• Task goal:
Each line in the listing is to be restated exactly.
★ ★ ★
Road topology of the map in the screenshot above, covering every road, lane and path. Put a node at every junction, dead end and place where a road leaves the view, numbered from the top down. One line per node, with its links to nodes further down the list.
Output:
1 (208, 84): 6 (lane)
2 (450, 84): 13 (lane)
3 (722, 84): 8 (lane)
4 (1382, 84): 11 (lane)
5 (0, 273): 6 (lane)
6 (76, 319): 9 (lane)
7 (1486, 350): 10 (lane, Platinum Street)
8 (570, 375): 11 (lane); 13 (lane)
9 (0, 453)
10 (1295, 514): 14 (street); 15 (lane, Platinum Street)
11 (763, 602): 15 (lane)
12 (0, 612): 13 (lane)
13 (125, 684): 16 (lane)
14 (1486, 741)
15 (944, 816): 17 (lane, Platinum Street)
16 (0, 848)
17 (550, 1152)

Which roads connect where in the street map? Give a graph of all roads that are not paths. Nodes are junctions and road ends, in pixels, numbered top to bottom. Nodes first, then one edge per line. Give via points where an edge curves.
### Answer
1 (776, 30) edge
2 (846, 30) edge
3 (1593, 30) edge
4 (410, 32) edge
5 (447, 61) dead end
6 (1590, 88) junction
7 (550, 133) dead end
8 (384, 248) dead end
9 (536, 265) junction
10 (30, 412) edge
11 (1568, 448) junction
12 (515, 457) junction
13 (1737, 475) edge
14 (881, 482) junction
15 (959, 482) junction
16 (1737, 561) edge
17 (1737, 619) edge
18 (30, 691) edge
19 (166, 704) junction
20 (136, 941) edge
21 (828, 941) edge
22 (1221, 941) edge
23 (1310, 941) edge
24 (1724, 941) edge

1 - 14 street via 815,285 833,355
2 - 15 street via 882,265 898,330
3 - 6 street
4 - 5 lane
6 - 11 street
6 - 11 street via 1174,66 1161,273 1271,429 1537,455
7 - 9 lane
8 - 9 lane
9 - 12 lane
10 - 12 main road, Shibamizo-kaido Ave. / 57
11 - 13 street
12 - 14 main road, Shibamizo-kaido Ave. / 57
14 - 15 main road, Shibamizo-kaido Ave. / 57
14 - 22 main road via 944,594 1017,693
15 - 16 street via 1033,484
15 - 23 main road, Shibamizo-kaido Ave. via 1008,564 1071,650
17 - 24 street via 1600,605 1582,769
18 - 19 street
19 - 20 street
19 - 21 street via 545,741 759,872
★ ★ ★
• Completed exercise:
Road topology of the map in the screenshot above, covering every road, lane and path. Put a node at every junction, dead end and place where a road leaves the view, numbered from the top down. One line per node, with its links to nodes further down the list.
Output:
1 (208, 84): 6 (lane)
2 (450, 84): 13 (lane)
3 (722, 84): 8 (lane)
4 (1382, 84): 11 (lane)
5 (0, 273): 6 (lane)
6 (76, 319): 9 (lane)
7 (1486, 350): 10 (lane, Platinum Street)
8 (570, 375): 11 (lane); 13 (lane)
9 (0, 453)
10 (1295, 514): 14 (street); 15 (lane, Platinum Street)
11 (763, 602): 15 (lane)
12 (0, 612): 13 (lane)
13 (125, 684): 16 (lane)
14 (1486, 741)
15 (944, 816): 17 (lane, Platinum Street)
16 (0, 848)
17 (550, 1152)

Which roads connect where in the street map? Give a graph of all roads that are not paths. Nodes are junctions and road ends, in pixels, numbered top to bottom. Nodes first, then one edge per line. Give via points where an edge curves.
### Answer
1 (776, 30) edge
2 (846, 30) edge
3 (1593, 30) edge
4 (410, 32) edge
5 (447, 61) dead end
6 (1590, 88) junction
7 (550, 133) dead end
8 (384, 248) dead end
9 (536, 265) junction
10 (30, 412) edge
11 (1568, 448) junction
12 (515, 457) junction
13 (1737, 475) edge
14 (881, 482) junction
15 (959, 482) junction
16 (1737, 561) edge
17 (1737, 619) edge
18 (30, 691) edge
19 (166, 704) junction
20 (136, 941) edge
21 (828, 941) edge
22 (1221, 941) edge
23 (1310, 941) edge
24 (1724, 941) edge

1 - 14 street via 815,285 833,355
2 - 15 street via 882,265 898,330
3 - 6 street
4 - 5 lane
6 - 11 street
6 - 11 street via 1174,66 1161,273 1271,429 1537,455
7 - 9 lane
8 - 9 lane
9 - 12 lane
10 - 12 main road, Shibamizo-kaido Ave. / 57
11 - 13 street
12 - 14 main road, Shibamizo-kaido Ave. / 57
14 - 15 main road, Shibamizo-kaido Ave. / 57
14 - 22 main road via 944,594 1017,693
15 - 16 street via 1033,484
15 - 23 main road, Shibamizo-kaido Ave. via 1008,564 1071,650
17 - 24 street via 1600,605 1582,769
18 - 19 street
19 - 20 street
19 - 21 street via 545,741 759,872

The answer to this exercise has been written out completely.